The station programmers I've talked with who've tried a progressive or centrist talker for an hour or two, only to get angry responses from dittoheads, think this means only extreme-right-wing talkers (and, ideally, convicted felons or those who "declare war on liberals") will make money for their station. And, because they've already carved out the hard-right-Republican-talk niche and alienated the progressive/Democrat niche, they're right.

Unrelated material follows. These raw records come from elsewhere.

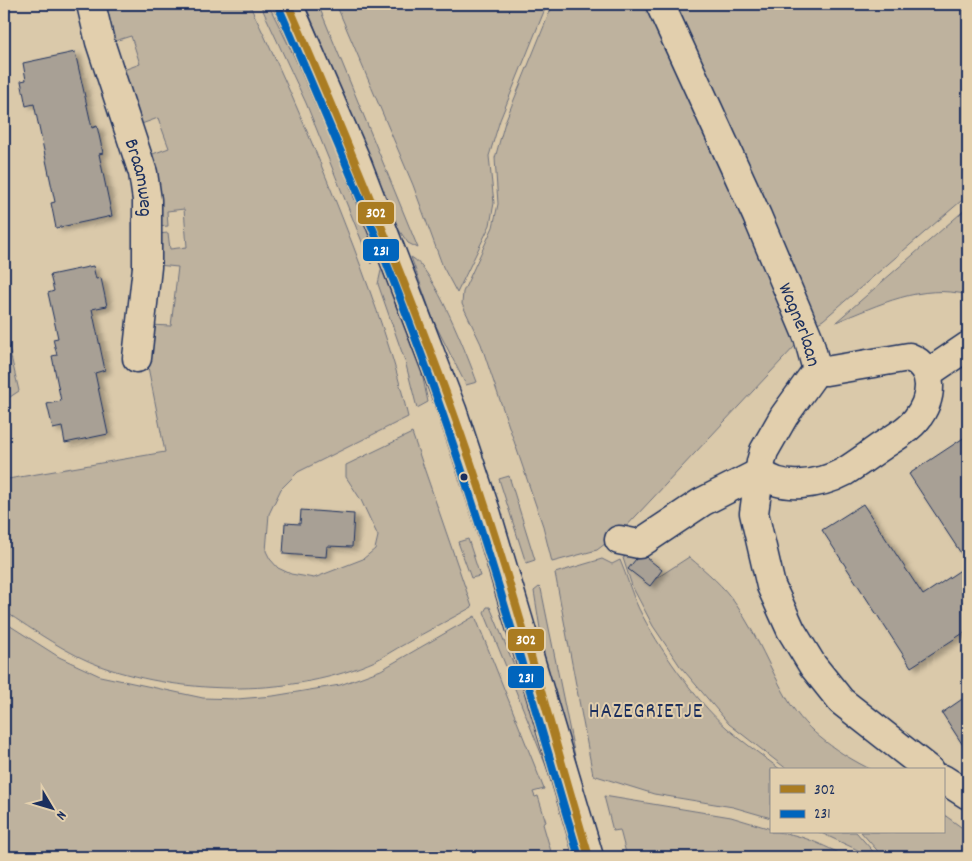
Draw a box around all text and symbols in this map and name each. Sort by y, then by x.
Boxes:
street label: Braamweg [116,135,158,217]
line badge: 302 [357,201,395,225]
text: 302 [366,204,386,224]
line badge: 231 [362,238,400,262]
text: 231 [373,242,389,262]
street label: Wagnerlaan [770,279,826,370]
unlabelled marker [459,472,469,482]
line badge: 302 [507,628,545,652]
text: 302 [516,631,536,651]
line badge: 231 [507,665,545,689]
text: 231 [518,669,534,689]
district label: HAZEGRIETJE [589,698,703,728]
legend [770,768,944,834]
text: 302 [814,780,835,802]
north arrow [28,784,78,834]
text: 231 [814,804,831,826]
text: N [51,806,71,824]

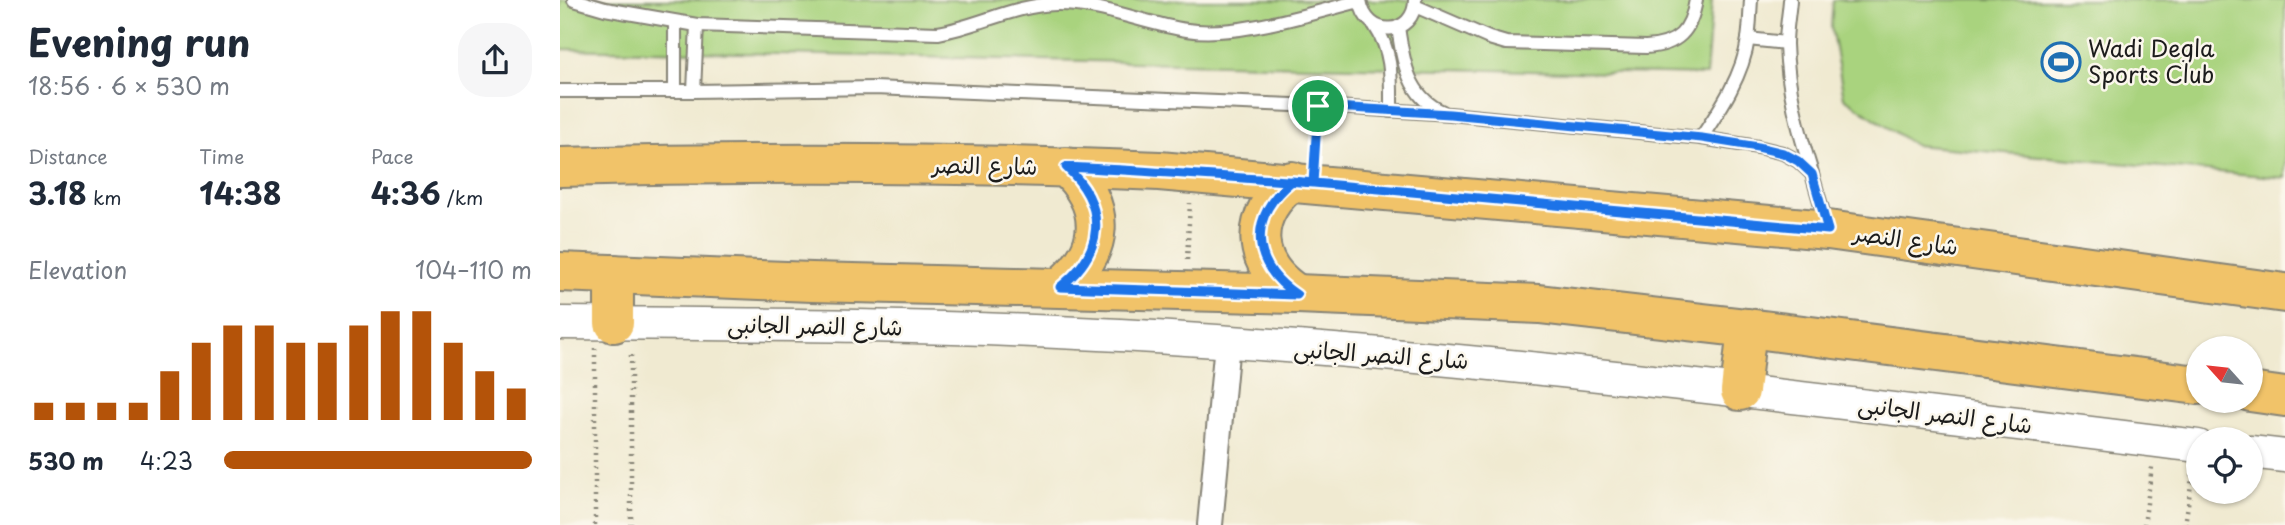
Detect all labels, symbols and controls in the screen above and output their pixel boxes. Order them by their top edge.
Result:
text: Evening run [28,13,250,70]
button: share [458,23,532,97]
place label: Wadi Degla Sports Club [2088,30,2215,91]
sports icon: Wadi Degla Sports Club [2040,41,2082,83]
text: 18:56 · 6 × 530 m [28,68,230,103]
pin [1288,76,1348,136]
icon: arrive [1299,87,1337,125]
text: Distance [28,142,108,170]
text: Time [199,142,244,170]
text: Pace [371,142,414,170]
street label: شارع النصر [930,146,1038,183]
text: 3.18 [28,170,87,215]
text: 14:38 [199,170,282,215]
text: 4:36 [371,170,441,215]
text: km [87,183,122,211]
text: /km [441,183,483,211]
street label: شارع النصر [1850,214,1961,263]
text: Elevation [28,252,127,287]
text: 104–110 m [415,252,532,287]
street label: شارع النصر الجانبى [727,305,903,344]
street label: شارع النصر الجانبى [1292,330,1470,377]
north arrow [2186,336,2263,413]
map controls [2186,336,2263,504]
street label: شارع النصر الجانبى [1856,385,2034,442]
button: locate [2186,427,2263,504]
text: 530 m [28,443,104,478]
text: 4:23 [140,443,193,478]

But for stations who want to get into talk in a market already dominated by right-wing talkers on competing stations, the irrefutable evidence of national elections and polls shows that believing only right-wingers will bring listeners (and advertisers) is a mistake. All they need do is what anybody with music programming experience would recommend: identify their niche and stick with it. (Cynics say stations won't program Democrats because owners and management are all "rich Republicans": to this, I say they should listen to some of the music being profitably produced and programmed by America's largest publishing and broadcasting corporations. Profits, for better or worse, are relatively opinion-free.)
By running Democratic/progressive-talk in a programming day free of right-wing talkers, stations will open up a new niche and ride it to success. This is a particularly huge opportunity for music stations who look with envy at the success of talk stations in their market, but haven't been willing to jump in because all the best right-wing talkers are already on the competition: all they need do is put on progressive talkers, and they'll open a new, unserved, and profitable niche.
And, with right-wing ideologues now in charge of our government, the time has never been better: as Rush showed during the Clinton years (the peak of his success), "issues" talk thrives best in an underdog environment. It's in the American psyche to give a fair listen to people challenging the party in power.
Those stations that take the plunge into progressive talk will serve democracy by offering a loyal opposition (which Americans always appreciate), and earn healthy revenues in an industry where it's increasingly difficult to find a profitable niche. And whichever network is first to realize this simple reality and provide stations with solid progressive or Democrat talk programming will build a strong, viable, and financially healthy business.
If you're in the business, consider seriously this advice from an old radio station programmer. And if you listen to radio, call your local stations (both talk and music) to let them know that you want to hear progressive or Democrat voices, and will even patronize the advertisers of such shows when they run them.
It's time to revitalize democracy and rational political discourse by returning balance to our nation's airwaves, and the profits to be made in this huge unfilled niche may be just the catalyst to bring it about.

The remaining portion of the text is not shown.